Bond yields, stocks extend rise after upbeat U.S. data
NEW YORK (Reuters) - U.S. and European government bond yields surged on Thursday, with the yield on U.S. 10-year Treasury notes touching 3 percent, as stronger-than-expected U.S. economic data supported the view the Federal Reserve will begin scaling back its bond purchases this month.
U.S. stocks climbed for a third day as the data gave further signs of improving U.S. economic conditions. Growth in the U.S. services sector accelerated in August to its fastest pace in almost eight years, and was stronger than economists expected.
Stocks' gains were limited, however, by the increased expectations of Fed tapering, as well as the possibility of a Western-led strike against Syria, a concern that drove shares down sharply last week.
The economic data, which follows an upbeat U.S. manufacturing report earlier this week, bolstered expectations the Fed will announce later this month that it will begin winding down its stimulus plan.
The views prompted a global bond rout and drove down gold prices. Yields on 10-year Treasuries surged to 25-month highs, notching a fourth straight session of gains.
"You are seeing a normalization in the economy so you should see a normalization in rates," said Craig Elder, fixed income strategist at Baird Private Wealth Management in Milwaukee.
Global central banks have attempted to talk down expectations of any rate rises and left loose policies unchanged, as data from China, Britain and the euro zone pointed to a global economic recovery that is gathering steam.

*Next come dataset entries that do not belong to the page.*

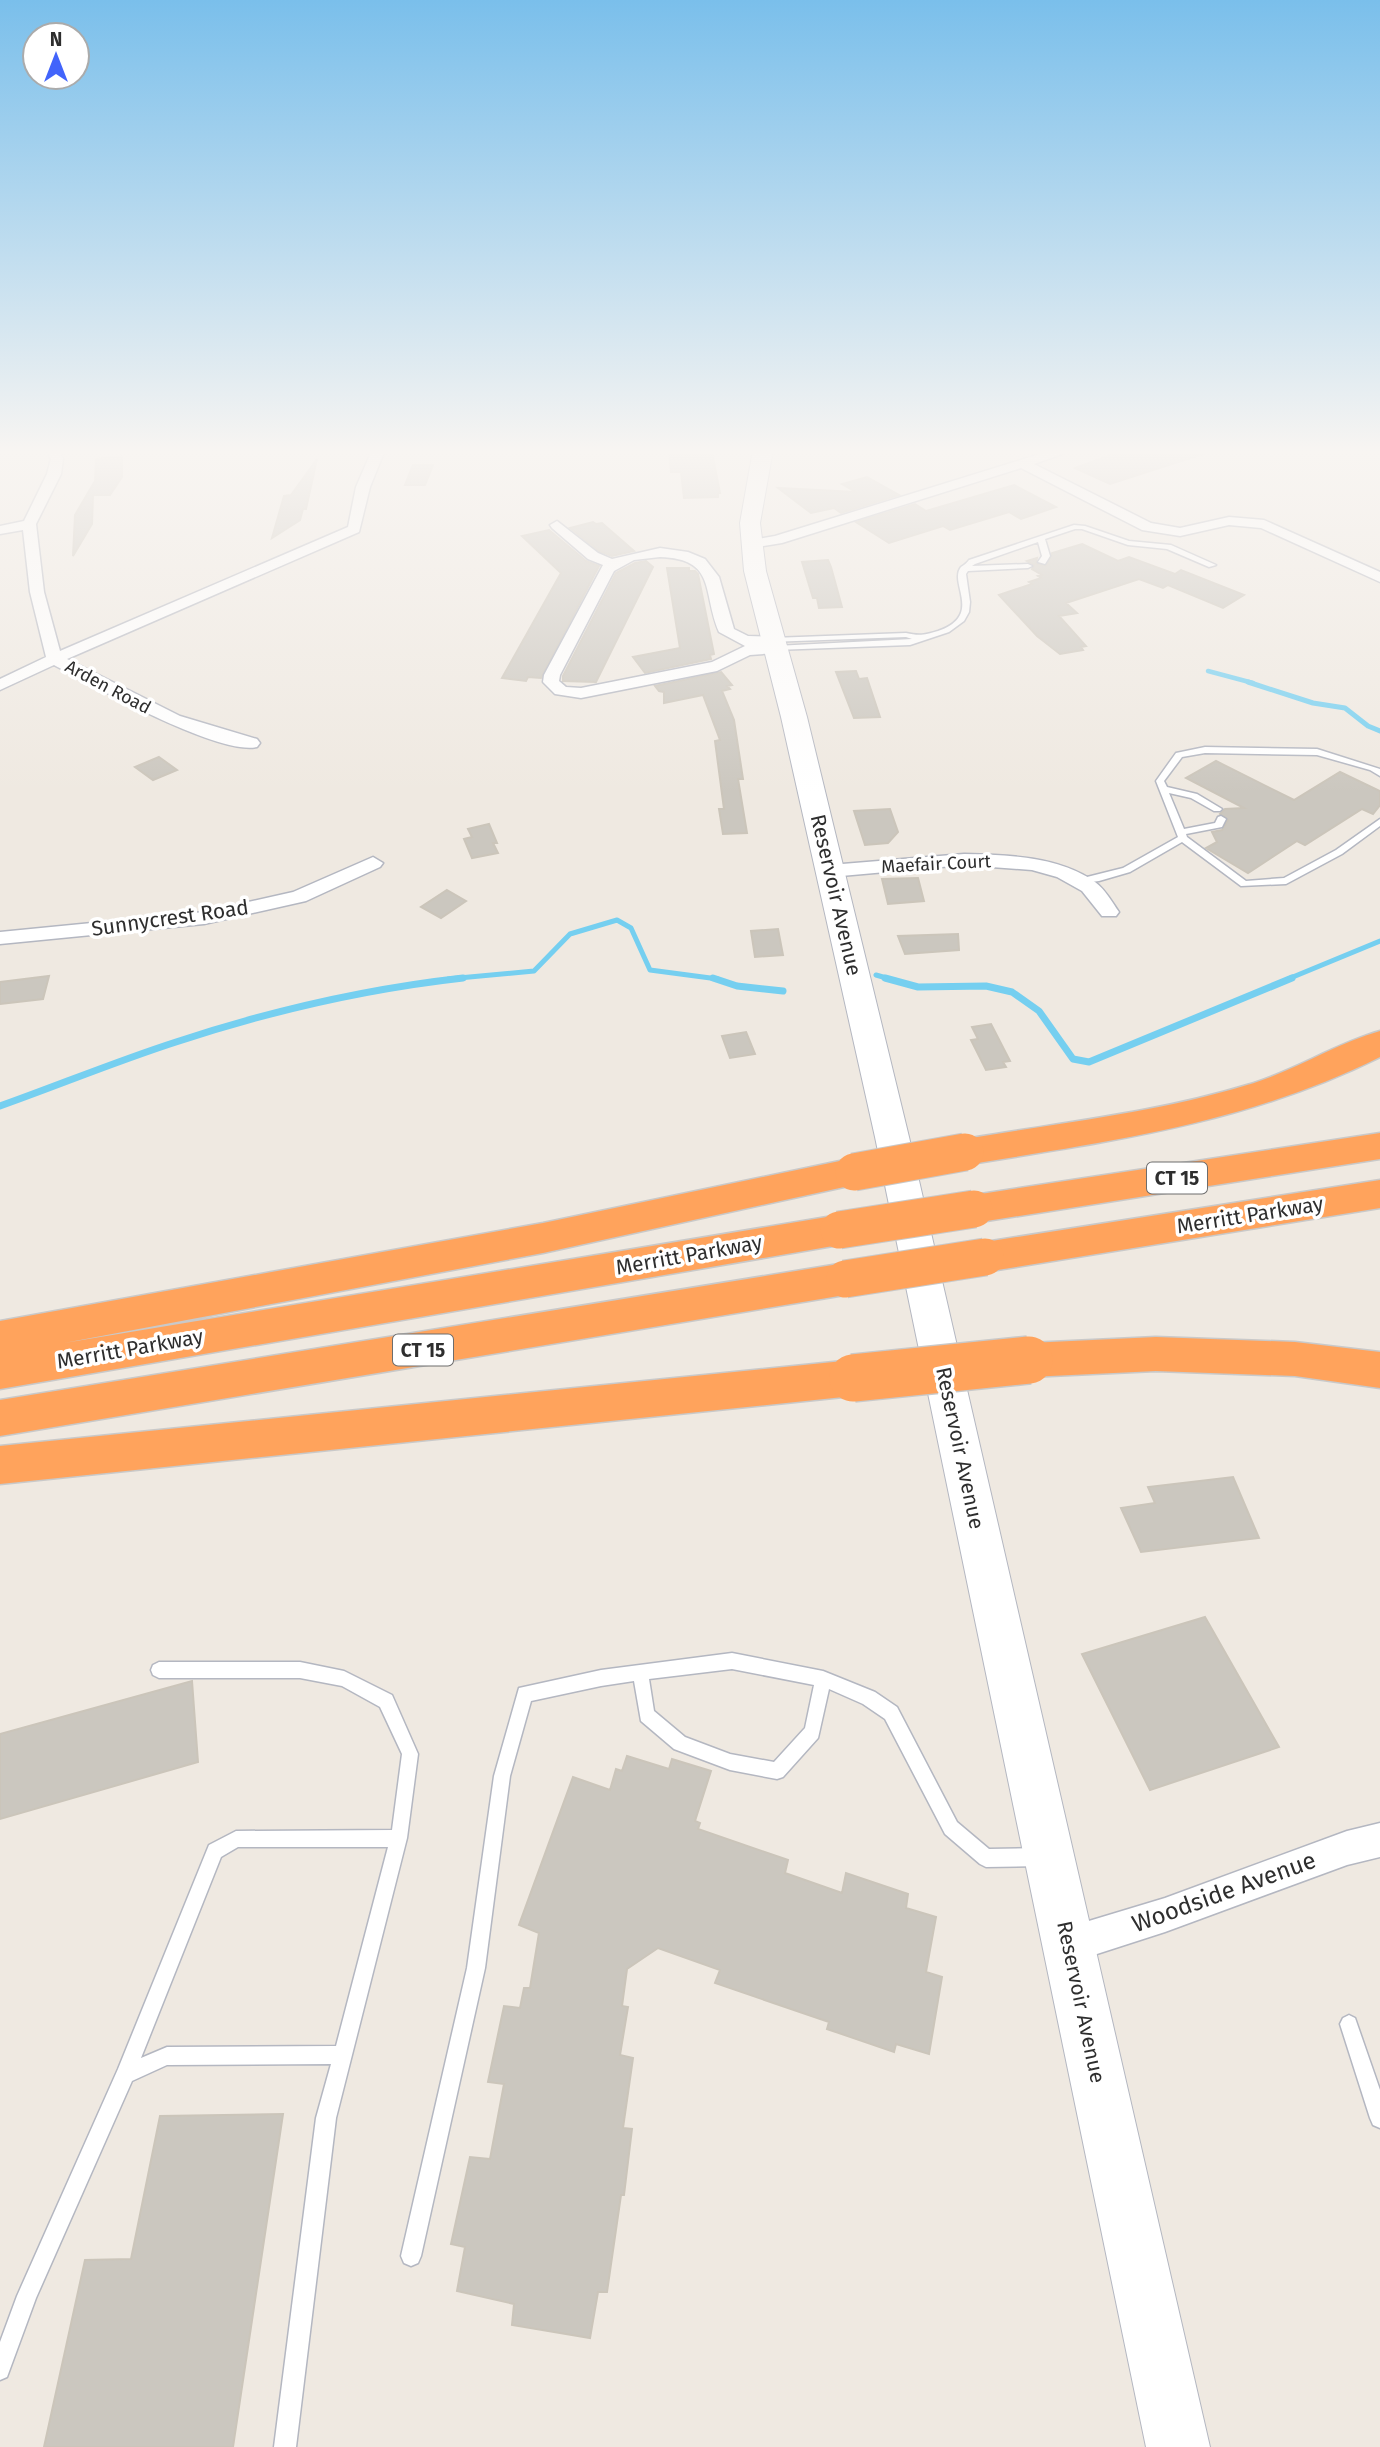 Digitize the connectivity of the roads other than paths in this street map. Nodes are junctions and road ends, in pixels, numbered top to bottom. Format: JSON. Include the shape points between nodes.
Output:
{"nodes":[{"id":1,"x":34,"y":564,"type":"edge"},
{"id":2,"x":273,"y":564,"type":"edge"},
{"id":3,"x":612,"y":564,"type":"edge"},
{"id":4,"x":704,"y":564,"type":"edge"},
{"id":5,"x":756,"y":564,"type":"edge"},
{"id":6,"x":969,"y":564,"type":"edge"},
{"id":7,"x":1350,"y":564,"type":"edge"},
{"id":8,"x":1028,"y":566,"type":"dead end"},
{"id":9,"x":964,"y":569,"type":"junction"},
{"id":10,"x":1380,"y":578,"type":"edge"},
{"id":11,"x":774,"y":644,"type":"junction"},
{"id":12,"x":54,"y":659,"type":"junction"},
{"id":13,"x":0,"y":685,"type":"edge"},
{"id":14,"x":251,"y":743,"type":"dead end"},
{"id":15,"x":1380,"y":774,"type":"edge"},
{"id":16,"x":1163,"y":789,"type":"junction"},
{"id":17,"x":1217,"y":809,"type":"dead end"},
{"id":18,"x":1221,"y":819,"type":"dead end"},
{"id":19,"x":1380,"y":822,"type":"edge"},
{"id":20,"x":1182,"y":835,"type":"junction"},
{"id":21,"x":373,"y":863,"type":"dead end"},
{"id":22,"x":831,"y":871,"type":"junction"},
{"id":23,"x":1078,"y":882,"type":"junction"},
{"id":24,"x":1109,"y":912,"type":"dead end"},
{"id":25,"x":0,"y":938,"type":"edge"},
{"id":26,"x":1380,"y":1043,"type":"edge"},
{"id":27,"x":1380,"y":1146,"type":"edge"},
{"id":28,"x":1380,"y":1194,"type":"edge"},
{"id":29,"x":0,"y":1338,"type":"edge"},
{"id":30,"x":1380,"y":1370,"type":"edge"},
{"id":31,"x":0,"y":1371,"type":"edge"},
{"id":32,"x":0,"y":1418,"type":"edge"},
{"id":33,"x":0,"y":1465,"type":"edge"},
{"id":34,"x":159,"y":1670,"type":"dead end"},
{"id":35,"x":640,"y":1672,"type":"junction"},
{"id":36,"x":823,"y":1679,"type":"junction"},
{"id":37,"x":399,"y":1838,"type":"junction"},
{"id":38,"x":1380,"y":1840,"type":"edge"},
{"id":39,"x":1048,"y":1857,"type":"junction"},
{"id":40,"x":1069,"y":1945,"type":"junction"},
{"id":41,"x":1349,"y":2024,"type":"dead end"},
{"id":42,"x":343,"y":2055,"type":"junction"},
{"id":43,"x":125,"y":2074,"type":"junction"},
{"id":44,"x":1380,"y":2118,"type":"edge"},
{"id":45,"x":411,"y":2256,"type":"dead end"},
{"id":46,"x":0,"y":2370,"type":"edge"},
{"id":47,"x":285,"y":2447,"type":"edge"},
{"id":48,"x":1178,"y":2447,"type":"edge"}],
"edges":[{"from":1,"to":12,"type":"street","name":"Arden Road"},
{"from":2,"to":12,"type":"street"},
{"from":3,"to":11,"type":"street","via":[[552,676],[555,689],[573,694],[717,666],[747,650]]},
{"from":4,"to":11,"type":"street","via":[[711,575],[727,632],[745,641]]},
{"from":5,"to":11,"type":"main road","name":"Reservoir Avenue"},
{"from":6,"to":9,"type":"lane"},
{"from":7,"to":10,"type":"street"},
{"from":8,"to":9,"type":"lane"},
{"from":9,"to":11,"type":"lane","via":[[968,604],[960,622],[951,628],[910,643]]},
{"from":11,"to":22,"type":"main road","name":"Reservoir Avenue"},
{"from":12,"to":13,"type":"street"},
{"from":12,"to":14,"type":"street","name":"Arden Road","via":[[184,725]]},
{"from":15,"to":16,"type":"lane","via":[[1374,768],[1317,752],[1205,750],[1179,755],[1160,781]]},
{"from":16,"to":17,"type":"lane","via":[[1194,796]]},
{"from":16,"to":20,"type":"lane"},
{"from":18,"to":20,"type":"lane","via":[[1219,825]]},
{"from":19,"to":20,"type":"lane","via":[[1339,852],[1286,881],[1244,884]]},
{"from":20,"to":23,"type":"lane","via":[[1136,866]]},
{"from":21,"to":25,"type":"street","name":"Sunnycrest Road","via":[[299,897],[204,918]]},
{"from":22,"to":23,"type":"street","name":"Maefair Court","via":[[1012,860],[1052,869]]},
{"from":22,"to":39,"type":"main road","name":"Reservoir Avenue"},
{"from":23,"to":24,"type":"street","name":"Maefair Court"},
{"from":26,"to":29,"type":"highway","bridge":true,"via":[[1248,1098],[1128,1125],[854,1172],[530,1241]]},
{"from":27,"to":31,"type":"highway","name":"Merritt Parkway","number":"CT 15","bridge":true,"via":[[839,1230]]},
{"from":28,"to":32,"type":"highway","name":"Merritt Parkway","number":"CT 15","bridge":true},
{"from":30,"to":33,"type":"highway","bridge":true,"via":[[1295,1359],[1156,1354],[1028,1360]]},
{"from":34,"to":37,"type":"lane","via":[[300,1670],[344,1679],[387,1701],[410,1754]]},
{"from":35,"to":36,"type":"lane","via":[[732,1661]]},
{"from":35,"to":36,"type":"lane","via":[[647,1715],[680,1743],[730,1762],[777,1770],[812,1732]]},
{"from":35,"to":45,"type":"lane","via":[[525,1694],[502,1776],[476,1968]]},
{"from":36,"to":39,"type":"lane","via":[[869,1698],[891,1713],[951,1828],[986,1858]]},
{"from":37,"to":42,"type":"lane"},
{"from":37,"to":43,"type":"lane","via":[[236,1839],[215,1851]]},
{"from":38,"to":40,"type":"street","name":"Woodside Avenue"},
{"from":39,"to":40,"type":"main road","name":"Reservoir Avenue"},
{"from":40,"to":48,"type":"main road","name":"Reservoir Avenue"},
{"from":41,"to":44,"type":"lane"},
{"from":42,"to":43,"type":"lane","via":[[167,2056]]},
{"from":42,"to":47,"type":"lane","via":[[326,2118]]},
{"from":43,"to":46,"type":"lane","via":[[27,2296]]}]}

As widely expected, the European Central Bank, the Bank of Japan, Sweden's Riksbank, and the Bank of England all left policy unchanged on Thursday.
Benchmark 10-year Treasury notes last traded down 26/32 in price, yielding 2.992 percent, from 2.897 percent late on Wednesday. The 10-year yield briefly rose above 3 percent late in the session, a level not seen since July 2011.
The two-year note yield traded above 0.50 percent for the first time since June 2011.
Investors also sent German and British 10-year government debt yields to their highest levels in 1-1/2-years and since July 2011, respectively.
The next big economic event will be Friday's U.S. employment report. If it confirms a job market recovery, that would strengthen the view the Fed could begin scaling back its $85 billion per month of debt purchases sooner rather than later.
MSCI's world equity index .MIWD00000PUS was up 0.2 percent, and European shares .FTEU3 ended up 0.5 percent.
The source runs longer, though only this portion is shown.